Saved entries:

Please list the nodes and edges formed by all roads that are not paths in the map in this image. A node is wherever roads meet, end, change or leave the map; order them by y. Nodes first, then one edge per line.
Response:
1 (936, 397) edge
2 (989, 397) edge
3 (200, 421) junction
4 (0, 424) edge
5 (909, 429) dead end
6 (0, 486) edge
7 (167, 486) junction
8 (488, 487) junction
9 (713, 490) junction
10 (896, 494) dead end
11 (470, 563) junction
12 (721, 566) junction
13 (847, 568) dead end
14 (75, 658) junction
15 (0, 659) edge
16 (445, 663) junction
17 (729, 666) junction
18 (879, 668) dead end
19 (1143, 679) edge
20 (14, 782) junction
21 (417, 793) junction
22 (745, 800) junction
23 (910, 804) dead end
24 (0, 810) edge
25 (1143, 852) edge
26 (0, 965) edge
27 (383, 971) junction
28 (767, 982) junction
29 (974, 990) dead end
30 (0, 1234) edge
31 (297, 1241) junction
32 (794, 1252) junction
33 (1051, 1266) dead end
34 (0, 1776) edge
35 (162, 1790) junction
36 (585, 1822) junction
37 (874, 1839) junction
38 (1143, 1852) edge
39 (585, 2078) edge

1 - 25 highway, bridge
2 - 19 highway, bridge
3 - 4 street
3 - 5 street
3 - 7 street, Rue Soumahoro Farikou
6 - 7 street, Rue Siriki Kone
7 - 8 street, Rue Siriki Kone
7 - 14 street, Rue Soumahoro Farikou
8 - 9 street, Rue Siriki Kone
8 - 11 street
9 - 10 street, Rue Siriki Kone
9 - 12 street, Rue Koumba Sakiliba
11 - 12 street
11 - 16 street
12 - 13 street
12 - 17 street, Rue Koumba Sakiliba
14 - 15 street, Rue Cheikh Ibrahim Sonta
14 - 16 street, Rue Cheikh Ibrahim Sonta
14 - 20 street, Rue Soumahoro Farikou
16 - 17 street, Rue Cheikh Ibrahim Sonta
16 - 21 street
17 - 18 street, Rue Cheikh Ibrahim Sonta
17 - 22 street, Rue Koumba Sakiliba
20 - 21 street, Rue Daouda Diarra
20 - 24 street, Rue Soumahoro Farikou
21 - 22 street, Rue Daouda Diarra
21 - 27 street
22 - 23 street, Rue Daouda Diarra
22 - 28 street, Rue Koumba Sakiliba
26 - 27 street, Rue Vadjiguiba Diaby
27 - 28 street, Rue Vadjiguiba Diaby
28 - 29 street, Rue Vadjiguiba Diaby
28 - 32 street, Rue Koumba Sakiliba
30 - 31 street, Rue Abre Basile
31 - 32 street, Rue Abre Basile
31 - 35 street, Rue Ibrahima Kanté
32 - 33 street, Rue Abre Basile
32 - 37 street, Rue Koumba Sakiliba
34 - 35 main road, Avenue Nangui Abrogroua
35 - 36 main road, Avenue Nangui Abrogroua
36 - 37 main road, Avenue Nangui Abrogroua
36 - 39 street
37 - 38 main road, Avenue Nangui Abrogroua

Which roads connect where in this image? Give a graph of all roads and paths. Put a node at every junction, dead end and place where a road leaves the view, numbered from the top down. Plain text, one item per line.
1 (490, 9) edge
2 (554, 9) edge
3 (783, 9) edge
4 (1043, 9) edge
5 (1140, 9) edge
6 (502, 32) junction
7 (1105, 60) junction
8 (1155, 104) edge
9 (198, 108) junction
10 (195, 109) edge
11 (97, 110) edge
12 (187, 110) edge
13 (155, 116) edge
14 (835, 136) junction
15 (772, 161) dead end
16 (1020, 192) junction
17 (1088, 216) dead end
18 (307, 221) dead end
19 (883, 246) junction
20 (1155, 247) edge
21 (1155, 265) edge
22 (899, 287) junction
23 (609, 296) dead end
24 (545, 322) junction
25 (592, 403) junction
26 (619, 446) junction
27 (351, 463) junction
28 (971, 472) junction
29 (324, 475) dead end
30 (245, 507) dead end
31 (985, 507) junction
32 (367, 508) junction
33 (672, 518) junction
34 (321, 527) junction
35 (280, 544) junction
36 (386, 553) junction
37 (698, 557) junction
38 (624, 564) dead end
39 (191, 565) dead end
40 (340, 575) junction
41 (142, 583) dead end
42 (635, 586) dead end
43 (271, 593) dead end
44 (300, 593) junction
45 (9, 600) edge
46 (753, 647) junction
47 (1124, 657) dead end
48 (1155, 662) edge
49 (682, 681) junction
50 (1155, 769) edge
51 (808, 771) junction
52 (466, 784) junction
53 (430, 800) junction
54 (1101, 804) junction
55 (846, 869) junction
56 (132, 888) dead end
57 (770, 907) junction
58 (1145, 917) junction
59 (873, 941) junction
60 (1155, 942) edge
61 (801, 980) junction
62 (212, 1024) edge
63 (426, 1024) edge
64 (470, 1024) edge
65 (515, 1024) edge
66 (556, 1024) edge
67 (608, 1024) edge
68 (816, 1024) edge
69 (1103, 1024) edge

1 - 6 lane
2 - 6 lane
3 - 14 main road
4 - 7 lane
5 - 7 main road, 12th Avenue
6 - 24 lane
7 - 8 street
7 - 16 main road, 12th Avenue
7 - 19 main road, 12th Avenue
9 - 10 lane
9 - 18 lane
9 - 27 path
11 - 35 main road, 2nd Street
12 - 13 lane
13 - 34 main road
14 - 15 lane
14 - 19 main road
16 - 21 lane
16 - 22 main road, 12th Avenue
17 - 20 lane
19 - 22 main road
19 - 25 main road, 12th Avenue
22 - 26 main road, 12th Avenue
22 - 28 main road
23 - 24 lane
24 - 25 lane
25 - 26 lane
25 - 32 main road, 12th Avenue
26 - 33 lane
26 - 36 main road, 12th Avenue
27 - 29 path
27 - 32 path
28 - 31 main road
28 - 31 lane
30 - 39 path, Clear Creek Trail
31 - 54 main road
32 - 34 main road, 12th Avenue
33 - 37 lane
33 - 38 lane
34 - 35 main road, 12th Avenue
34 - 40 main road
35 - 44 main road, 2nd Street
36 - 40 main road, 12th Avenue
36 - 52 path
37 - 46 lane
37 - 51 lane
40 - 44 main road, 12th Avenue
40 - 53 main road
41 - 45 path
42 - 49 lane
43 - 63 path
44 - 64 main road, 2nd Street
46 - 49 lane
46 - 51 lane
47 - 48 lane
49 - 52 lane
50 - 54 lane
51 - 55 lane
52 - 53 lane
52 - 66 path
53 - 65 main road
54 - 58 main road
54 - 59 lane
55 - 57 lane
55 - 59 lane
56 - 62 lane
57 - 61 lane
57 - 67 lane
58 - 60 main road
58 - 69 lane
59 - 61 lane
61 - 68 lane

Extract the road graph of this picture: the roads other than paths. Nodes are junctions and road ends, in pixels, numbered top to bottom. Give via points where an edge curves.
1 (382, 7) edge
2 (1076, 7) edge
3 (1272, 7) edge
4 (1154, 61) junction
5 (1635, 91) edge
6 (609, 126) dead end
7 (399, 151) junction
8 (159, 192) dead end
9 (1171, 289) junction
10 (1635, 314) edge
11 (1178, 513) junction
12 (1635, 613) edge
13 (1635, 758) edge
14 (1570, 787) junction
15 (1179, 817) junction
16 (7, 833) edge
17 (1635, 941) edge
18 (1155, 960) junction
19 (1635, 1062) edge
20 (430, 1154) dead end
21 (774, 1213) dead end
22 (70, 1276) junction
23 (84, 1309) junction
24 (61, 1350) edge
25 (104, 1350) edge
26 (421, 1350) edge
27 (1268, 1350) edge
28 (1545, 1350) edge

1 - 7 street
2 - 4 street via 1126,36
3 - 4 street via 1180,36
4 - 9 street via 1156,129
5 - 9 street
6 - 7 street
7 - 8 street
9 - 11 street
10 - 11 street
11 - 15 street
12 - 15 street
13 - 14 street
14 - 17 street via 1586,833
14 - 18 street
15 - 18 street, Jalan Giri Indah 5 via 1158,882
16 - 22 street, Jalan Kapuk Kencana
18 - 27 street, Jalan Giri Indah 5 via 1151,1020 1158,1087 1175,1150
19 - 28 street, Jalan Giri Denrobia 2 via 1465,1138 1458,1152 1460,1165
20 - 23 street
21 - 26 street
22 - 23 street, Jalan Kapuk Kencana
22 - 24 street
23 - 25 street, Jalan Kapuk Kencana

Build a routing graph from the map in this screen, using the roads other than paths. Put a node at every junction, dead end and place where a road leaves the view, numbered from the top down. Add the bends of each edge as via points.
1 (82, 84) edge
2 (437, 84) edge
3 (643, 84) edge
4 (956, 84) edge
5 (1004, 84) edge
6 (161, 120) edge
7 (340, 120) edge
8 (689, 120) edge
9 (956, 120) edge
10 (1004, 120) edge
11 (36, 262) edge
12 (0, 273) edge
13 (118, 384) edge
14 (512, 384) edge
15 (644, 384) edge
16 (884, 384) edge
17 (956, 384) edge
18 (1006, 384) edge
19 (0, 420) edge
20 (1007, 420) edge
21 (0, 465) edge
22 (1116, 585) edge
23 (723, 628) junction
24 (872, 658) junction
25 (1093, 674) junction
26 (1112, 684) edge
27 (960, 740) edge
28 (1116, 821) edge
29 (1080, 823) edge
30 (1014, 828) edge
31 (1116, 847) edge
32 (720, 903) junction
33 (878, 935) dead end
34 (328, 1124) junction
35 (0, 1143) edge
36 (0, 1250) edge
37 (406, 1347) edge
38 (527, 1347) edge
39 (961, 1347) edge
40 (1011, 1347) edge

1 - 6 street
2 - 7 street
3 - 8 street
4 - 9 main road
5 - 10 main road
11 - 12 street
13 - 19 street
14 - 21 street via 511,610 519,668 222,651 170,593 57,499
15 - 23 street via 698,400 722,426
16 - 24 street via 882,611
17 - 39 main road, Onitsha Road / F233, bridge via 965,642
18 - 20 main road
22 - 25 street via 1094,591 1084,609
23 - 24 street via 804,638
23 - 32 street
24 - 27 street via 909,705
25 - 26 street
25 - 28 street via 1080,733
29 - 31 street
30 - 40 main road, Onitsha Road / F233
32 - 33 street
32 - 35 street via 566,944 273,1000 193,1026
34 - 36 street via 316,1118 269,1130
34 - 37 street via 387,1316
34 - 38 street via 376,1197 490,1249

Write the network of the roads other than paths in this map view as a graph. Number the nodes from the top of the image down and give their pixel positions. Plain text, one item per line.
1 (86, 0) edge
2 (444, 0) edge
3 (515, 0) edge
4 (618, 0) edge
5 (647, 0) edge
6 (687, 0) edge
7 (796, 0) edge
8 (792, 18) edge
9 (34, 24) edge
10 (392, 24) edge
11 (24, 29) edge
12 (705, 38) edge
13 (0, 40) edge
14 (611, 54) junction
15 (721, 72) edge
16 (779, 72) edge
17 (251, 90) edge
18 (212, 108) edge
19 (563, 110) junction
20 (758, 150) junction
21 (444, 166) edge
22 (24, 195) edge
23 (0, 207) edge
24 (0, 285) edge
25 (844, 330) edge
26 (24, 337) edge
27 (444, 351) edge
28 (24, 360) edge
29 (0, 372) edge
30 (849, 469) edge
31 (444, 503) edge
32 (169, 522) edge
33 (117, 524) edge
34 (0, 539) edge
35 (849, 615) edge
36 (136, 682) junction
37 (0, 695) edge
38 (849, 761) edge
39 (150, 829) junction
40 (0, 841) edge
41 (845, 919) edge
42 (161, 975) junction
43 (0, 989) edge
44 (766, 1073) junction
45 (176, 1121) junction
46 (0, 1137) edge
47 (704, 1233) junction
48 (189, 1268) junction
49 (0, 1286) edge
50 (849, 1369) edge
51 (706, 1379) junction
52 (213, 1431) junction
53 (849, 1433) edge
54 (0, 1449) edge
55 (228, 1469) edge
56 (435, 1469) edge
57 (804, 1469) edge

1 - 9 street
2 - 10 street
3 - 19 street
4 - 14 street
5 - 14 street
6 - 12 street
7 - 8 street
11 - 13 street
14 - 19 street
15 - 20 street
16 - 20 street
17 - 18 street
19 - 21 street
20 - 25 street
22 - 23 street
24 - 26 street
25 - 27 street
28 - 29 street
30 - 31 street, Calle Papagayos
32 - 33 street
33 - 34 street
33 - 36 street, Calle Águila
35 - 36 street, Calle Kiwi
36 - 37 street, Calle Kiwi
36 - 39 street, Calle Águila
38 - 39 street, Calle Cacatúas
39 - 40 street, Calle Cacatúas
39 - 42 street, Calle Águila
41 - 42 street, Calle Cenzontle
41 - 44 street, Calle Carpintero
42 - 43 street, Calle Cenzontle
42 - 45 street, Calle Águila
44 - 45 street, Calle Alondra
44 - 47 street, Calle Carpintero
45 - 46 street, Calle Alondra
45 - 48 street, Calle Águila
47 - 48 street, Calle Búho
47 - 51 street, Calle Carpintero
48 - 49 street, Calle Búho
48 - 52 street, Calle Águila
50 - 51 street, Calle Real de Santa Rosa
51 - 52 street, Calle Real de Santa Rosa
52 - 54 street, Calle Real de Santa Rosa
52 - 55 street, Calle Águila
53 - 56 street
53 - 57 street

● ASSIGNED TASK:
Using the entries above, copy out all lines that contain the string "Búho".

● EXPECTED OUTPUT:
47 - 48 street, Calle Búho
48 - 49 street, Calle Búho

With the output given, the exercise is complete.